Cover V11, I09

Article

sep2002.tar

IP Space Monitoring System

ChokSheak Lau

Systems and network administrators typically deal with hundreds and thousands of computers, and it can be hard to track all the IP addresses that are actively in use. This article presents a concept of implementing IP address space monitoring software for statically assigned IP addresses, and how we currently use it to provide real-time network data online.

There are already network monitoring programs available; many are, in fact, freely available on the Internet. Much of this existing software serves to periodically poll each IP address to check whether it is online. Alternatively, programs might use SNMP to retrieve information or receive trapped signals from subnet nodes. However, the concept that I am presenting can record the online history of each node in the subnet and detect changes in the hostnames for each IP address.

Background

Our network administrators wanted software that would provide reliable real-time data on the percentage uptime of each IP address in the entire 1500-node LAN. We assume a subnet is not using DHCP, but rather that the subnet consists of statically assigned IP addresses for each node. The key objective is to reclaim an existing IP address for reuse if that IP address is not adequately utilized. Therefore, we searched for a piece of software to do just that -- collect uptime information for the network and generate summary statistics. We couldn't find any software providing all these functions, so we created our own system of IP tracking.

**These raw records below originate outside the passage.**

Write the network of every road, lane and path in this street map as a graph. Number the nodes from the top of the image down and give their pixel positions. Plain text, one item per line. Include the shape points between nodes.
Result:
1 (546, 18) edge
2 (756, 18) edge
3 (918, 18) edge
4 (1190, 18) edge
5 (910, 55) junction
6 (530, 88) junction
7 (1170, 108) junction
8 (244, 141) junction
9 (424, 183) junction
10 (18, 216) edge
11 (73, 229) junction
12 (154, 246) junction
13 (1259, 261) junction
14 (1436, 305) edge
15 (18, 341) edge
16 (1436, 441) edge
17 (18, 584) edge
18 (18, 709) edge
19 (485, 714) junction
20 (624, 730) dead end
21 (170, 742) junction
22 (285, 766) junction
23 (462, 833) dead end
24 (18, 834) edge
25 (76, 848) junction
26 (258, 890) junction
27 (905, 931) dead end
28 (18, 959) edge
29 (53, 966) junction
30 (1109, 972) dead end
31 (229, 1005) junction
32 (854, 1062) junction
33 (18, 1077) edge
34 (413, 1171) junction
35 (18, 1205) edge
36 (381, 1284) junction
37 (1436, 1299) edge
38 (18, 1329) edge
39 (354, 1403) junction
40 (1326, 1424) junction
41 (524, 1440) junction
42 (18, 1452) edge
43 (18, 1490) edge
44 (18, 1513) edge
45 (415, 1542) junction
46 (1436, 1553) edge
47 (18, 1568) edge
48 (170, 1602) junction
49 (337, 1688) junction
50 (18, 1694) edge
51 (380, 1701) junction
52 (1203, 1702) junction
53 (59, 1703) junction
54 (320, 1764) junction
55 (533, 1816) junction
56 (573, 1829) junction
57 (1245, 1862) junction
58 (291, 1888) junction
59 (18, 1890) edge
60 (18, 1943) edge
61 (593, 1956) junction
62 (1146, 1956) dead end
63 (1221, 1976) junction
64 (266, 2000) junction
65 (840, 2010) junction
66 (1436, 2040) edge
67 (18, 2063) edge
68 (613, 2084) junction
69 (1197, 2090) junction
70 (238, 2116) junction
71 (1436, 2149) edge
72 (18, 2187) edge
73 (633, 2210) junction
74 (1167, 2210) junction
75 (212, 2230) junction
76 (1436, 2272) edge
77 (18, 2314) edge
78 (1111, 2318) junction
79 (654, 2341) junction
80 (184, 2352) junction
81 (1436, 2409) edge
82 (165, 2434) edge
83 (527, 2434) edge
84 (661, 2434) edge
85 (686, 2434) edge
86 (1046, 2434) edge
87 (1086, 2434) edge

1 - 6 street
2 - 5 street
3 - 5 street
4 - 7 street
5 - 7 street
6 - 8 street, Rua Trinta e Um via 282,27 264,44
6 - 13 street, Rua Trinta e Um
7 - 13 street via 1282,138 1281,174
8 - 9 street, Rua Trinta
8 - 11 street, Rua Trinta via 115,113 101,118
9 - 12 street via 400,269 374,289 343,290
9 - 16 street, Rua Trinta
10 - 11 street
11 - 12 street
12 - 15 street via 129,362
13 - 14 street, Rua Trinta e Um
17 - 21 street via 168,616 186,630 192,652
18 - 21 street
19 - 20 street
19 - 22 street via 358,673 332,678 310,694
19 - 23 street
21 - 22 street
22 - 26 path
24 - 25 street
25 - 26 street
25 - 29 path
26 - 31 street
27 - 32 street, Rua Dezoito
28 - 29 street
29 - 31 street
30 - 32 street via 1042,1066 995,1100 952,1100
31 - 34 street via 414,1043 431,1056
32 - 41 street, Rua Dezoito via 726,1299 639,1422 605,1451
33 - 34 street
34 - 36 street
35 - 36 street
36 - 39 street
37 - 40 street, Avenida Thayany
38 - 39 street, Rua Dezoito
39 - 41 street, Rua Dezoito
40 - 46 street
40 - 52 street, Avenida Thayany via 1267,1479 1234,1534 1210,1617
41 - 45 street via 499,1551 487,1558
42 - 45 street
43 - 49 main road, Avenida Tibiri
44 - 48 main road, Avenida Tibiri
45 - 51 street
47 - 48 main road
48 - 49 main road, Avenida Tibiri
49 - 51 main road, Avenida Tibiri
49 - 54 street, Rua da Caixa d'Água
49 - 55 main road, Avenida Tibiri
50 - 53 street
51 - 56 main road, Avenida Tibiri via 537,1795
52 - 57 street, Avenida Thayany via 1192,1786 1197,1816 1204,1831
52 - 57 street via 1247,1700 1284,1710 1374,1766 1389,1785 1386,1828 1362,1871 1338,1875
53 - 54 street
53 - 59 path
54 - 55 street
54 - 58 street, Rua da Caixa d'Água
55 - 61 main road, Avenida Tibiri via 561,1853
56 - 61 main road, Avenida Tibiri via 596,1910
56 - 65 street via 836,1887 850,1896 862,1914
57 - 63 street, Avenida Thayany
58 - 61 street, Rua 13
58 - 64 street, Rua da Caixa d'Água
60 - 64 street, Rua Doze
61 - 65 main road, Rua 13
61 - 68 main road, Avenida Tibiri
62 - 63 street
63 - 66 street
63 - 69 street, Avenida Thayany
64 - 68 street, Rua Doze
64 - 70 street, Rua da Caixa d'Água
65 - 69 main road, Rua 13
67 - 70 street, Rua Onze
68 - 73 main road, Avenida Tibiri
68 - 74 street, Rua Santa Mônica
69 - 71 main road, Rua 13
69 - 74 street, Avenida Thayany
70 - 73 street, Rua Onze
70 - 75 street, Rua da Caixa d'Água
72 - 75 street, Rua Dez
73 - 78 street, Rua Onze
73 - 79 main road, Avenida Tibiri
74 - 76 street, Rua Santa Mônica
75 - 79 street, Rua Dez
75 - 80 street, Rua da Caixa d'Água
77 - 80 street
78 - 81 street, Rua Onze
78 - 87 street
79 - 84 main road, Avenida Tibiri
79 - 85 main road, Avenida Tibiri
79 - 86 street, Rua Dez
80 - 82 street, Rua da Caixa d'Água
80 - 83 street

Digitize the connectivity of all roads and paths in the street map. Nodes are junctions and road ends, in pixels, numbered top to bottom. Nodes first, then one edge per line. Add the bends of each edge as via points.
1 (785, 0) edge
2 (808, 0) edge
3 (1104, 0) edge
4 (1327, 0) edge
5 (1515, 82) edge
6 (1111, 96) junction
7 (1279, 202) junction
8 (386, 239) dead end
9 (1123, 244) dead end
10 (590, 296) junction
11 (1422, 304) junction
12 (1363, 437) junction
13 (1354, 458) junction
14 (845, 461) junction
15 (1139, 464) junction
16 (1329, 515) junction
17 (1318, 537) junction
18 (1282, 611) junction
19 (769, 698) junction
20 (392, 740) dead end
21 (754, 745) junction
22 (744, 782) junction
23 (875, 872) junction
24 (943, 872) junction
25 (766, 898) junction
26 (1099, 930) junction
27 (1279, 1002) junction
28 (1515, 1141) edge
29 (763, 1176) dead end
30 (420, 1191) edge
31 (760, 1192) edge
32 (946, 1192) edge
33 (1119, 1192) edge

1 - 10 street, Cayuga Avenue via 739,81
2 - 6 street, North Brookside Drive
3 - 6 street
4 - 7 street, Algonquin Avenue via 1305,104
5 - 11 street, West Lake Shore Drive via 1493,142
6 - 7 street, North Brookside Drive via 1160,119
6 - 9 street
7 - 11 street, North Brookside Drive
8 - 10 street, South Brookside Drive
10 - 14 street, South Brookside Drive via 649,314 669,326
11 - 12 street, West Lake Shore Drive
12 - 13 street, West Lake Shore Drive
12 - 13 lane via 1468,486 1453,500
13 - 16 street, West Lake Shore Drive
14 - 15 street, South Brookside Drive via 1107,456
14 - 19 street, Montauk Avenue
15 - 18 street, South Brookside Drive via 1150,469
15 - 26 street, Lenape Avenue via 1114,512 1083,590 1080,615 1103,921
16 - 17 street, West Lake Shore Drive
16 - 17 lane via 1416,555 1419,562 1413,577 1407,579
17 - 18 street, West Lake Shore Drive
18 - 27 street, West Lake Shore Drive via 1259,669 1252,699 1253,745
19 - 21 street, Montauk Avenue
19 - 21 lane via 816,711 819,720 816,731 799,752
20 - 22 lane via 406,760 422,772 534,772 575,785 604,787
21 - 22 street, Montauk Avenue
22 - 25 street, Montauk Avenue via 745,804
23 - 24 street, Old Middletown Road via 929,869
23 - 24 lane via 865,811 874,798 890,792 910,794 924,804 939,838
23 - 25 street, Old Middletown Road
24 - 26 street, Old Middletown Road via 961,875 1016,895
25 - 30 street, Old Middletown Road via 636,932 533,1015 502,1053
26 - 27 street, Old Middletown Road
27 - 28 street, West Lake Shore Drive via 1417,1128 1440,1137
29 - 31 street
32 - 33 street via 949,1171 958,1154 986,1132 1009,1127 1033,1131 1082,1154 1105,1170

This IP space monitoring system software was designed to perform the following tasks:

1. Poll each node in the entire LAN periodically. We chose a time interval of five minutes per poll. The polling (ping) is a lightweight process that can be done frequently without noticeably affecting the performance of the network.

2. Provide real-time information on a Web user interface on the percentage uptime of each node in the network. The software is able to track the percentage uptime for each 5-minute segment of the 24 hours per day.

3. Provide a historical account of when each IP has a change of hostname and the date and time that it changed.

4. Check for duplicate hostnames within the entire LAN. (Tracking hostnames can also be a problem if you have more than a thousand hostnames in the subnet.)

As mentioned previously, I found no piece of software that provides the above features. If anyone knows of software that does, I would be happy to check it out.

Polling

I chose to use Nmap to do the ping scanning (polling) for the nodes. The man page of Nmap says:

It should also be noted that Nmap has been known to crash certain poorly written applications, TCP/IP stacks, and even operating systems. Nmap should never be run against mission critical systems unless you are prepared to suffer downtime. We acknowledge here that Nmap may crash your systems or networks and we disclaim all liability for any damage or problems Nmap could cause.

Because of the slight risk of crashes and because a few black hats like to use Nmap for reconnaissance prior to attacking systems, there are administrators who become upset and may complain when their system is scanned. Thus, it is often advisable to request permission before doing even a light scan of a network.

Nmap should never be run with privileges (eg suid root) for security reasons.

Therefore, Nmap is not the safest IP scanner utility available. But the overriding reason we chose Nmap is that it can extract information on the OS for each IP. And, knowing the operating system is a highly desirable feature to include in our scanning tool. So far, Nmap has not caused us problems. If the OS information is not required, the task can be performed by using both ping(8) and gethostbyaddr(3) (under Linux).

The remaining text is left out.